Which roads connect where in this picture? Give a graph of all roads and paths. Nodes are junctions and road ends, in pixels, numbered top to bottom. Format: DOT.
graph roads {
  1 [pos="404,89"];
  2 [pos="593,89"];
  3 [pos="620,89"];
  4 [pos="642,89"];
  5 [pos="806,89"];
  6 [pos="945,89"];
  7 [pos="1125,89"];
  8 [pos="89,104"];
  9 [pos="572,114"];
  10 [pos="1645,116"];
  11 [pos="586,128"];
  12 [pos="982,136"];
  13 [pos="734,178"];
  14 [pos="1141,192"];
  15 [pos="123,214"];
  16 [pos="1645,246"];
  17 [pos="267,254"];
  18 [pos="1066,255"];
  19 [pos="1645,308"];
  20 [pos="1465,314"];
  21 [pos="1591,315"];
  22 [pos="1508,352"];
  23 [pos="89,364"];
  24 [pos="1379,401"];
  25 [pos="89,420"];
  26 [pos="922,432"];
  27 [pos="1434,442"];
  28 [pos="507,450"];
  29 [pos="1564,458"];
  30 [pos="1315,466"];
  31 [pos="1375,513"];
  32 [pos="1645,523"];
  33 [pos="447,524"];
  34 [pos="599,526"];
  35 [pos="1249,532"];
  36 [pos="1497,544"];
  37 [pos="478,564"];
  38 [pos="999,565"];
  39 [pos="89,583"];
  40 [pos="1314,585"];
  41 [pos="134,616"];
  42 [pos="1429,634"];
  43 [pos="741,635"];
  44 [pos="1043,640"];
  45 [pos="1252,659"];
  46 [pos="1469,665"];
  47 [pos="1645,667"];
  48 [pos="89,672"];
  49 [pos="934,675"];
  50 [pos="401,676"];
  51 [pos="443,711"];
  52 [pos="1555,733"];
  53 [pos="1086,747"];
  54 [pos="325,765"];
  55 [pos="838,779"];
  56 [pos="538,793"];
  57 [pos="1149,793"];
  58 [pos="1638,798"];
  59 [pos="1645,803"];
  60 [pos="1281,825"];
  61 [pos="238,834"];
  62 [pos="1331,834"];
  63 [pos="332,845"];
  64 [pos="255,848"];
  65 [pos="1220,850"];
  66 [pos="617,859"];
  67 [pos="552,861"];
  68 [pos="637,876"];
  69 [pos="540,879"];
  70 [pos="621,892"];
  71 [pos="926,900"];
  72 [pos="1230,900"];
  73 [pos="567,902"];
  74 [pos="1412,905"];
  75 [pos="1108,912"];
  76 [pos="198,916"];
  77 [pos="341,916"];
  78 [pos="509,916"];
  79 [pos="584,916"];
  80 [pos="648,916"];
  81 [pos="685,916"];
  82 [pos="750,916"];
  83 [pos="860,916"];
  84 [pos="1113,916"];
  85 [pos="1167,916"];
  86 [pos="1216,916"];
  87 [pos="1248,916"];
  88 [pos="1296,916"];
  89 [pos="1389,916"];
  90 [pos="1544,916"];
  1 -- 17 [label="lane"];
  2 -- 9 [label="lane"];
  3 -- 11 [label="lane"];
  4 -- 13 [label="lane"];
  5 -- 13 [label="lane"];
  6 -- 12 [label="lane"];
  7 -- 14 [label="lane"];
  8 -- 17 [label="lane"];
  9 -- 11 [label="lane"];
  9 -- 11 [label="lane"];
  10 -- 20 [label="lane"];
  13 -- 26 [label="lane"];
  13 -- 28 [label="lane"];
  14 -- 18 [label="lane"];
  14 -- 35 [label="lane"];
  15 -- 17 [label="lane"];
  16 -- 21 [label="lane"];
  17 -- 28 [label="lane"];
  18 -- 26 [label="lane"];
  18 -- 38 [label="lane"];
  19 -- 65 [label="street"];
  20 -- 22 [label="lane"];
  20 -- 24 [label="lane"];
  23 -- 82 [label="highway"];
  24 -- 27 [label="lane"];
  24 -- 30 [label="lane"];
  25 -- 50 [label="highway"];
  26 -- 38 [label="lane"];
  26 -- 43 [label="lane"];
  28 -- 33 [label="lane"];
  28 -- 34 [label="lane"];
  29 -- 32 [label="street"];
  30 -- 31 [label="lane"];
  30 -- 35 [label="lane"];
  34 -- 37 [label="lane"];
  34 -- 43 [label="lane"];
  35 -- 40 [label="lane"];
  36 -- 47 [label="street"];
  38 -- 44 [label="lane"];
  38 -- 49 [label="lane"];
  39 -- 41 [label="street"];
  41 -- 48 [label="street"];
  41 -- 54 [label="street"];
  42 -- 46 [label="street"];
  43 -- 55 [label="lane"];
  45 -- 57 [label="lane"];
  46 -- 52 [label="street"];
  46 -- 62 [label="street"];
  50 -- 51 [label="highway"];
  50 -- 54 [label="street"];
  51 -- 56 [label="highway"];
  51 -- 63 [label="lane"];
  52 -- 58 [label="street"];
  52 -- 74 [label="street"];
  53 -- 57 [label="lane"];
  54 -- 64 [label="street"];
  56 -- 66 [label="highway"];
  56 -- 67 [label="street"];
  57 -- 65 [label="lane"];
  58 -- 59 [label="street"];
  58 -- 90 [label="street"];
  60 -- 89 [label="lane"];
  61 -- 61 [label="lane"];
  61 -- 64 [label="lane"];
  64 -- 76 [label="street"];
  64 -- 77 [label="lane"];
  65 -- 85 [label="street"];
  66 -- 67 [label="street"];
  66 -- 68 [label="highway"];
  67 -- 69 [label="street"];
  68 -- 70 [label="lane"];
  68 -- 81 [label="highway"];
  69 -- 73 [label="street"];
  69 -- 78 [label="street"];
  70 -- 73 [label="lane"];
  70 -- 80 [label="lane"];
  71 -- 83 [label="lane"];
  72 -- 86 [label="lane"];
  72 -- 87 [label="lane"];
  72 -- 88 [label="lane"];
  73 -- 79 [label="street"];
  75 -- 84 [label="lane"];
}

★ ★ ★ ★ ★ ★ ★

§ WHAT YOU SHOULD DO: Which lines in the listing have the string "graph"? Pick them out and copy them.

§ THE COMPLETED TASK:
Which roads connect where in this picture? Give a graph of all roads and paths. Nodes are junctions and road ends, in pixels, numbered top to bottom. Format: DOT.
graph roads {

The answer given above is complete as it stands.